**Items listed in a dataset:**
+ + + + + + +

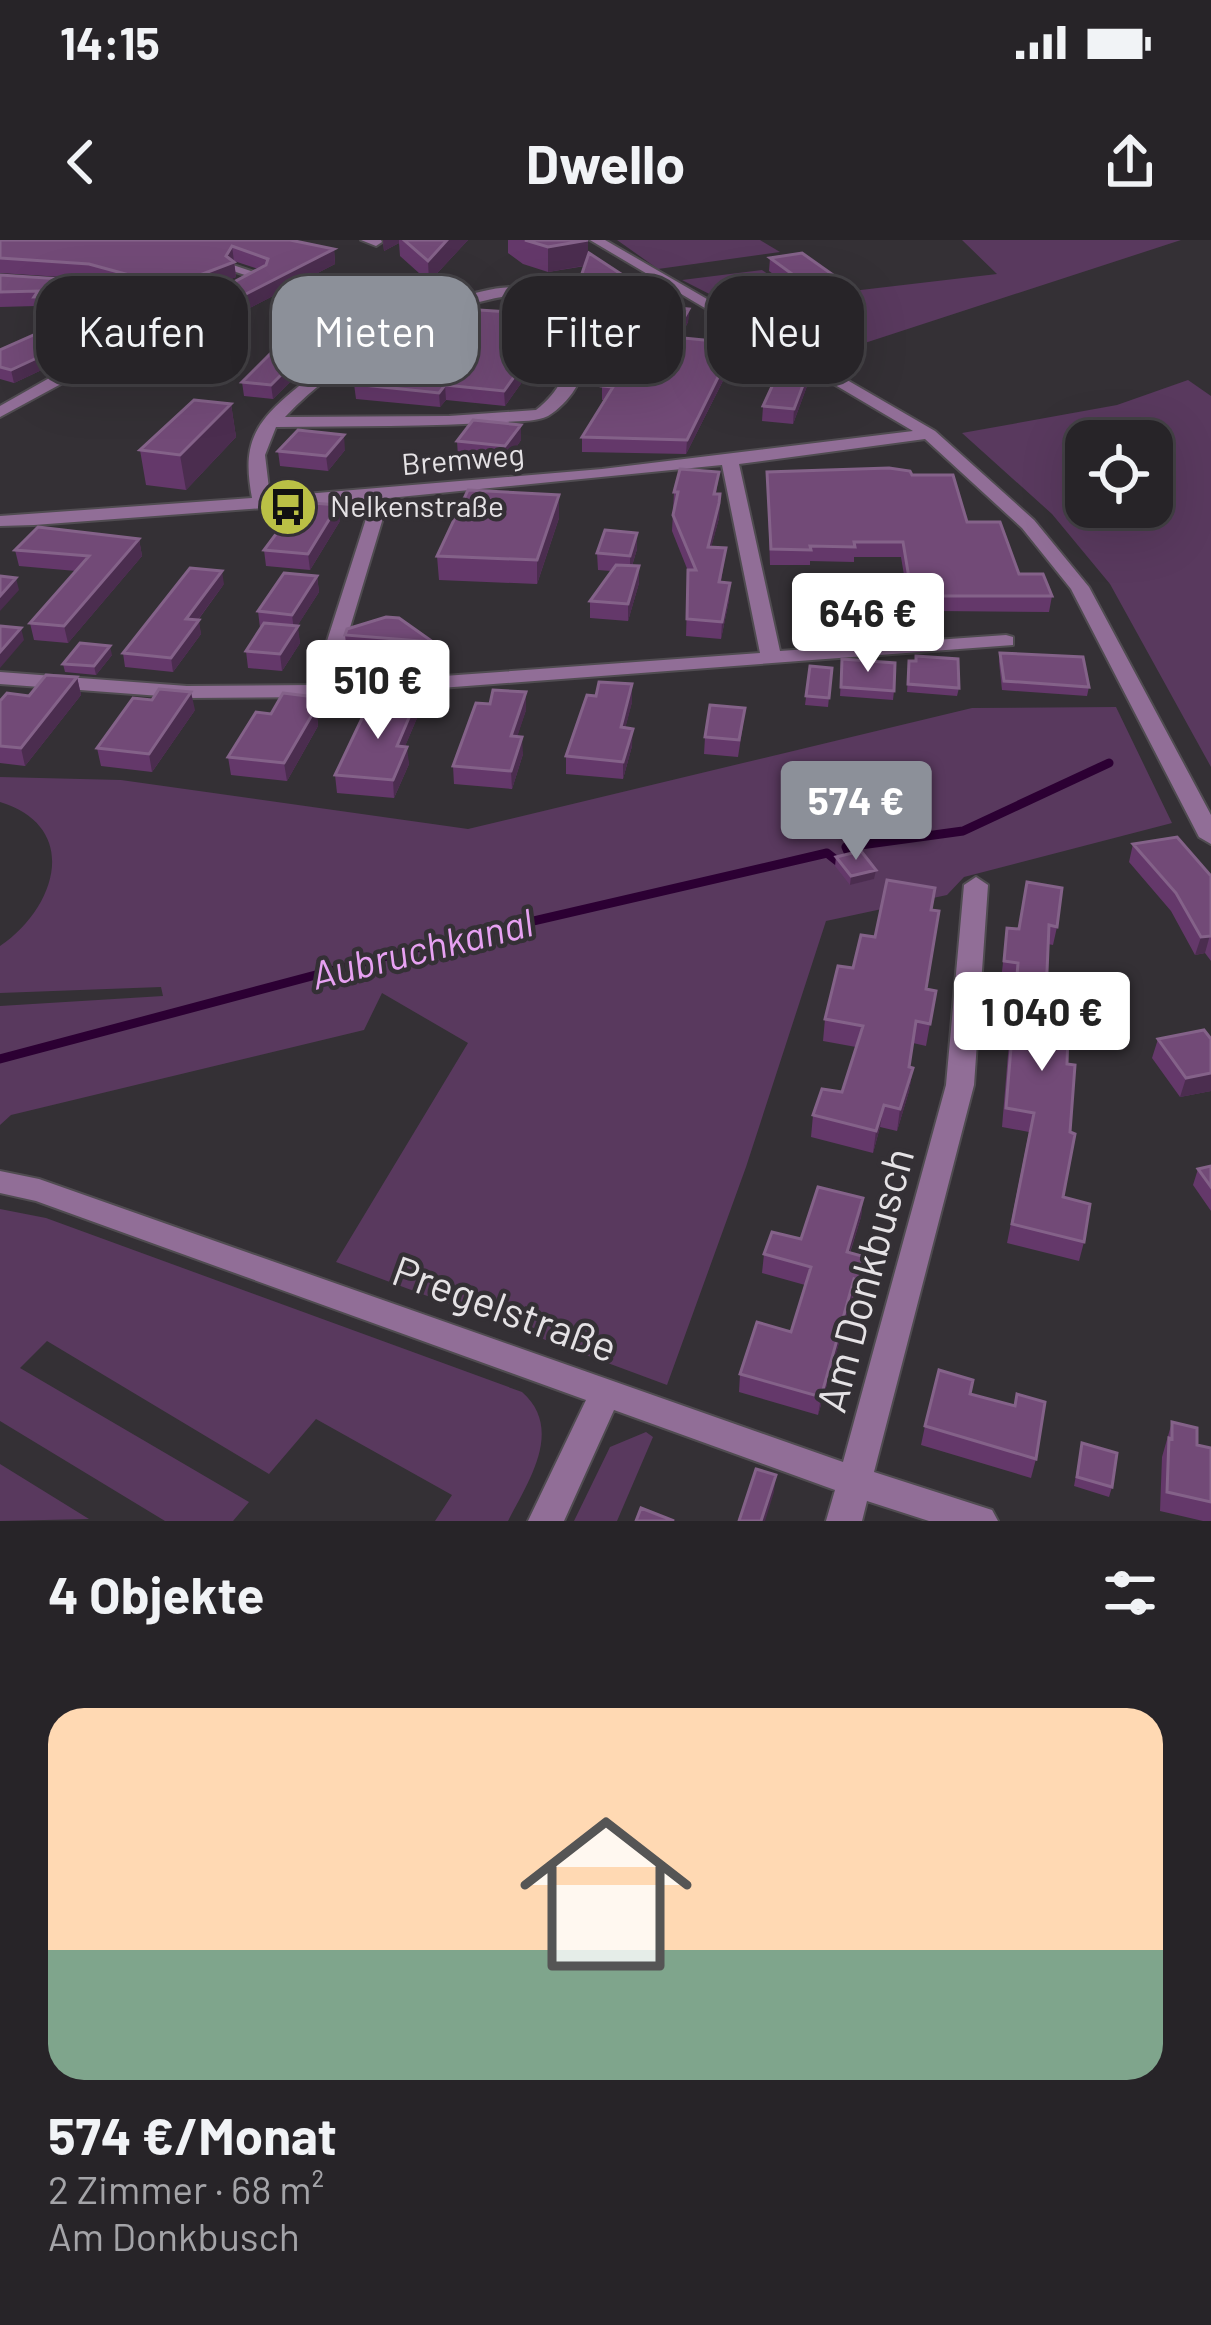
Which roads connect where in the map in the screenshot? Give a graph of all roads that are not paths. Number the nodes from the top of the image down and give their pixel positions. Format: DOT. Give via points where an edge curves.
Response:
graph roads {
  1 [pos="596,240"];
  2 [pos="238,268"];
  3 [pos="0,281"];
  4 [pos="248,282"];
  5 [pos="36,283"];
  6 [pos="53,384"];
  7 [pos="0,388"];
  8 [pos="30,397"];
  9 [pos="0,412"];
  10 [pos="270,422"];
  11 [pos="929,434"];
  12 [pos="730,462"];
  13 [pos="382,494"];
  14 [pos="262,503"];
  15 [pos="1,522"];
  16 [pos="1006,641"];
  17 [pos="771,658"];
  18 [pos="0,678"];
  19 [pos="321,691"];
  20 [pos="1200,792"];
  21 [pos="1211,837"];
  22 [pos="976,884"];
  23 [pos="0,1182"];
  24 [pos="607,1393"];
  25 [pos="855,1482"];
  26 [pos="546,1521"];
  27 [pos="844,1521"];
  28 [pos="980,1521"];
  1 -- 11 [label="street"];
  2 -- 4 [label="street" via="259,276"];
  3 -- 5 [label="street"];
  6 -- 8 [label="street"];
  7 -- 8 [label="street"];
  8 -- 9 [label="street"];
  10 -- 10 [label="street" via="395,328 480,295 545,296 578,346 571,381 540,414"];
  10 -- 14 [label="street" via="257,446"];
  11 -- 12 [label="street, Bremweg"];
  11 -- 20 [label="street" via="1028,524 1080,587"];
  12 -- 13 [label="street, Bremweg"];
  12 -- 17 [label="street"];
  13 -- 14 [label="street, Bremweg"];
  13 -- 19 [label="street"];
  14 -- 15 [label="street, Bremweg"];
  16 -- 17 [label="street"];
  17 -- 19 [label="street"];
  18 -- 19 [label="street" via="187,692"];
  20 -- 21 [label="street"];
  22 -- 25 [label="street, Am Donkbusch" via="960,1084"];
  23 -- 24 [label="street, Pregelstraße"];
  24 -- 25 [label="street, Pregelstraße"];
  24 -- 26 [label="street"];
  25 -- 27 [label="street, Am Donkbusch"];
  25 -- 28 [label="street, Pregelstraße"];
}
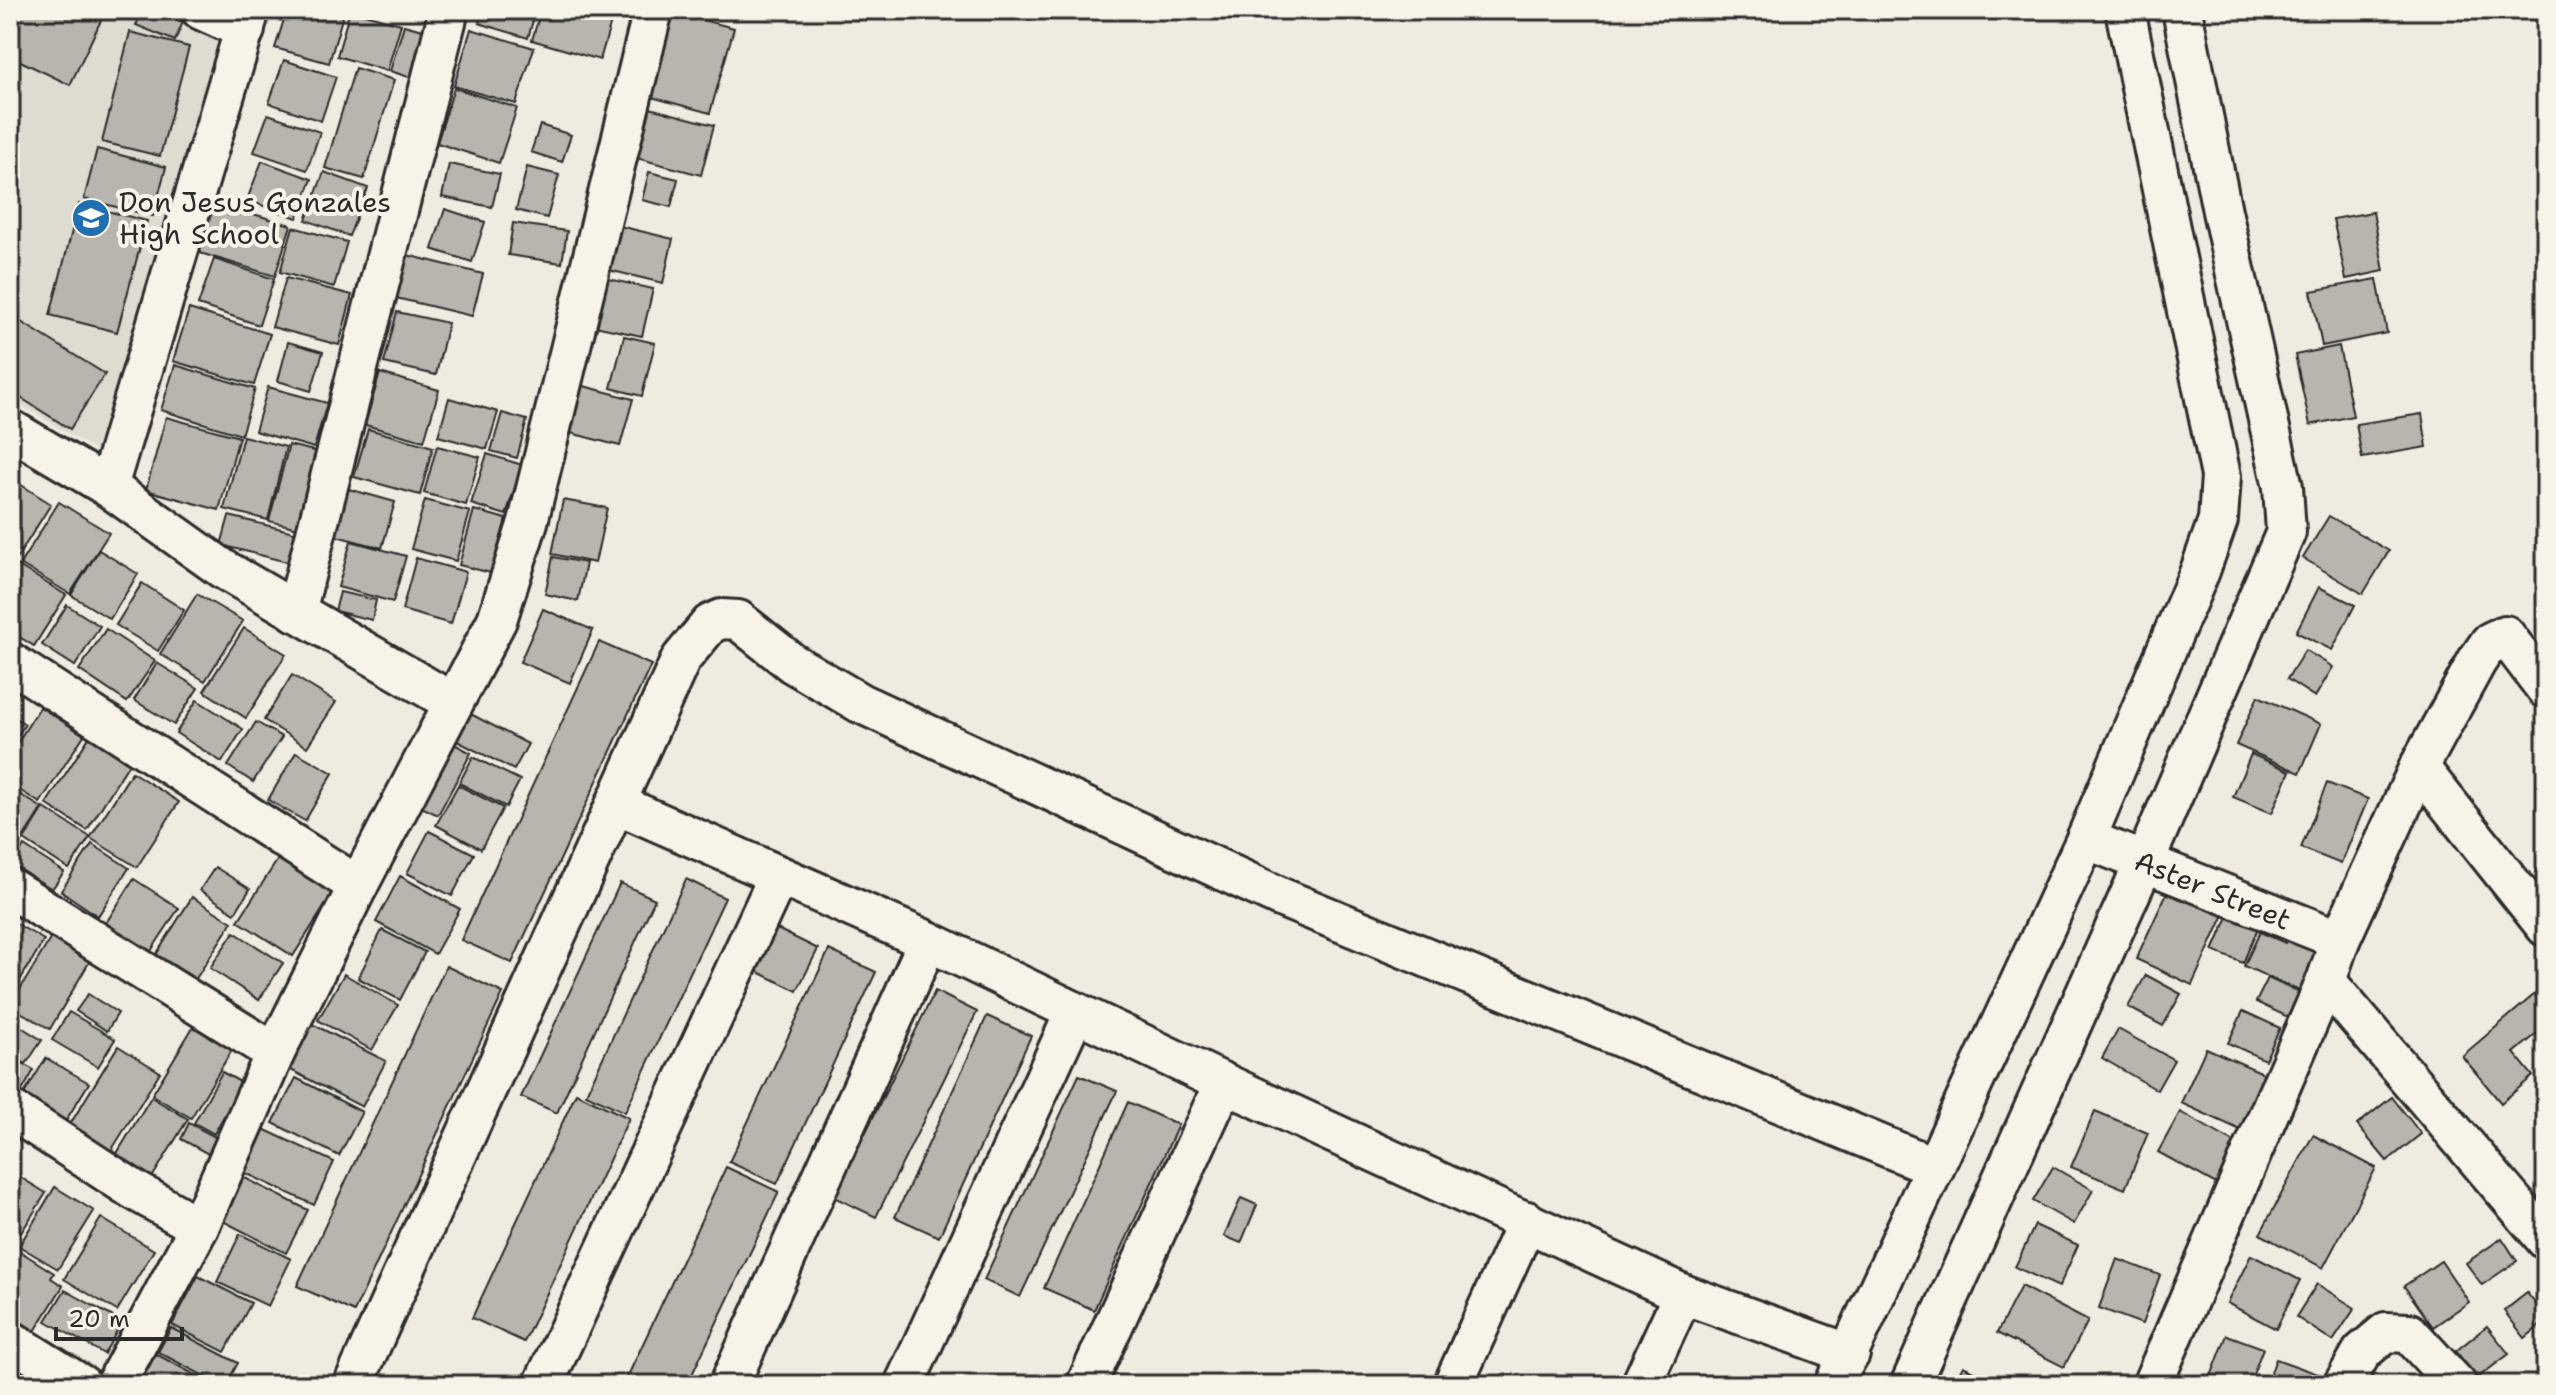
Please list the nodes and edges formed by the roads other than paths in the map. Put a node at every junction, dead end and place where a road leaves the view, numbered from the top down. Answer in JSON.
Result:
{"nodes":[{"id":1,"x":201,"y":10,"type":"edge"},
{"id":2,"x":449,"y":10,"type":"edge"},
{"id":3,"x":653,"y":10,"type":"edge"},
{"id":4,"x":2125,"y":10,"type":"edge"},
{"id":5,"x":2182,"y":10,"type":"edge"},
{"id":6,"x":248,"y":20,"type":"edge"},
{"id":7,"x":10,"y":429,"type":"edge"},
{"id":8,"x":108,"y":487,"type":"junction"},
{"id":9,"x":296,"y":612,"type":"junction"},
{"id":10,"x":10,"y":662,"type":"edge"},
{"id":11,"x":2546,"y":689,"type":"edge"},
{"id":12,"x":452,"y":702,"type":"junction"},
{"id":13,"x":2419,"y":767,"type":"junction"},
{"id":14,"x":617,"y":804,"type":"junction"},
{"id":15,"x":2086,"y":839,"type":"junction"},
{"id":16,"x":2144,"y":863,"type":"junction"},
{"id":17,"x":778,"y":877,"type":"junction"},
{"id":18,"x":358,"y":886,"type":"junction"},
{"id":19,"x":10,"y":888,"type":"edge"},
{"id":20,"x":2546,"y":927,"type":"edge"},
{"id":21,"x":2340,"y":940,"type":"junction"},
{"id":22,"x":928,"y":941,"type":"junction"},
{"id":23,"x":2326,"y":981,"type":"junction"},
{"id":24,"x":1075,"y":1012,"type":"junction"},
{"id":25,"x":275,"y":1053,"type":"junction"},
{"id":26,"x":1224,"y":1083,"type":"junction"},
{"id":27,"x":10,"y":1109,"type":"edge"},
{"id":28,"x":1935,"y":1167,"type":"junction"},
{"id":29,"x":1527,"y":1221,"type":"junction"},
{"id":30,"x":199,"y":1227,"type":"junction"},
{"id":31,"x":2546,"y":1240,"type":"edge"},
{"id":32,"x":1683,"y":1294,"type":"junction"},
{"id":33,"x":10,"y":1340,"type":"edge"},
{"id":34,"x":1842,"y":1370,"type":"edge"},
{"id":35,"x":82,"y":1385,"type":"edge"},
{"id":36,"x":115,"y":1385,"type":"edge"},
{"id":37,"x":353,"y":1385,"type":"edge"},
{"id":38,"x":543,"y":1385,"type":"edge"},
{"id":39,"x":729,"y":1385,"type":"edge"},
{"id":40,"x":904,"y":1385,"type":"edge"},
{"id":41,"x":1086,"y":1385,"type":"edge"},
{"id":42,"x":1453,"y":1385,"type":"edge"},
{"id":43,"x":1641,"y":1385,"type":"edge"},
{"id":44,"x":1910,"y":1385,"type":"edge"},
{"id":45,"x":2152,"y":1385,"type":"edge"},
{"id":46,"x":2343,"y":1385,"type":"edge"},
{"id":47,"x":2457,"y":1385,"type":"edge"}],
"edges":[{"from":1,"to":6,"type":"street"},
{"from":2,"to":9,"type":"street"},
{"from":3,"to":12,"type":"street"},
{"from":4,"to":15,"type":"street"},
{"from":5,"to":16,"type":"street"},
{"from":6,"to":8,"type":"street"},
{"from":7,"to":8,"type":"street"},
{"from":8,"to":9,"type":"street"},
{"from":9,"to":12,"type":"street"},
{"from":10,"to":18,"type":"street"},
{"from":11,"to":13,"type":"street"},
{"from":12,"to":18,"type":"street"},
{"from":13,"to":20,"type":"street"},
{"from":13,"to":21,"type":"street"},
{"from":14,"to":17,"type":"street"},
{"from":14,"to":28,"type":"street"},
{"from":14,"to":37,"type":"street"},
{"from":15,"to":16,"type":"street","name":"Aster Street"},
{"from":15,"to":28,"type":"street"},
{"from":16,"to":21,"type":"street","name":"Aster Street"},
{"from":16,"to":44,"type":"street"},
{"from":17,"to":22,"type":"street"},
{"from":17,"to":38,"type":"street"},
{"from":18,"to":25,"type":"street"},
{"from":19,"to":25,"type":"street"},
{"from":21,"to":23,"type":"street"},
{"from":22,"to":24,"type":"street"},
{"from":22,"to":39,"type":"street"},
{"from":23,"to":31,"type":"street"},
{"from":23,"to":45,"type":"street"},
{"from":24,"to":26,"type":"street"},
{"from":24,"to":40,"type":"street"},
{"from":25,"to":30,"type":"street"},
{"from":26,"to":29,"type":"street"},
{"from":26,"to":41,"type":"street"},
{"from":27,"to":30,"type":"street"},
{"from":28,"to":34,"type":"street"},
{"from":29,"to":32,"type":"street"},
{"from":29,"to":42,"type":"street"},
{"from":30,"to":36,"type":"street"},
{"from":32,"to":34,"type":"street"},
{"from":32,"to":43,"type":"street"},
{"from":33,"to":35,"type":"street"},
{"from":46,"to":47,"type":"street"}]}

+ + + + + + +

**Exercise goal:**
Which lines in the records above contain the string "paths"? Copy each one.

**Answer below:**
Which roads connect where in the map in the screenshot? Give a graph of all roads that are not paths. Number the nodes from the top of the image down and give their pixel positions. Format: DOT. Give via points where an edge curves.
Please list the nodes and edges formed by the roads other than paths in the map. Put a node at every junction, dead end and place where a road leaves the view, numbered from the top down. Answer in JSON.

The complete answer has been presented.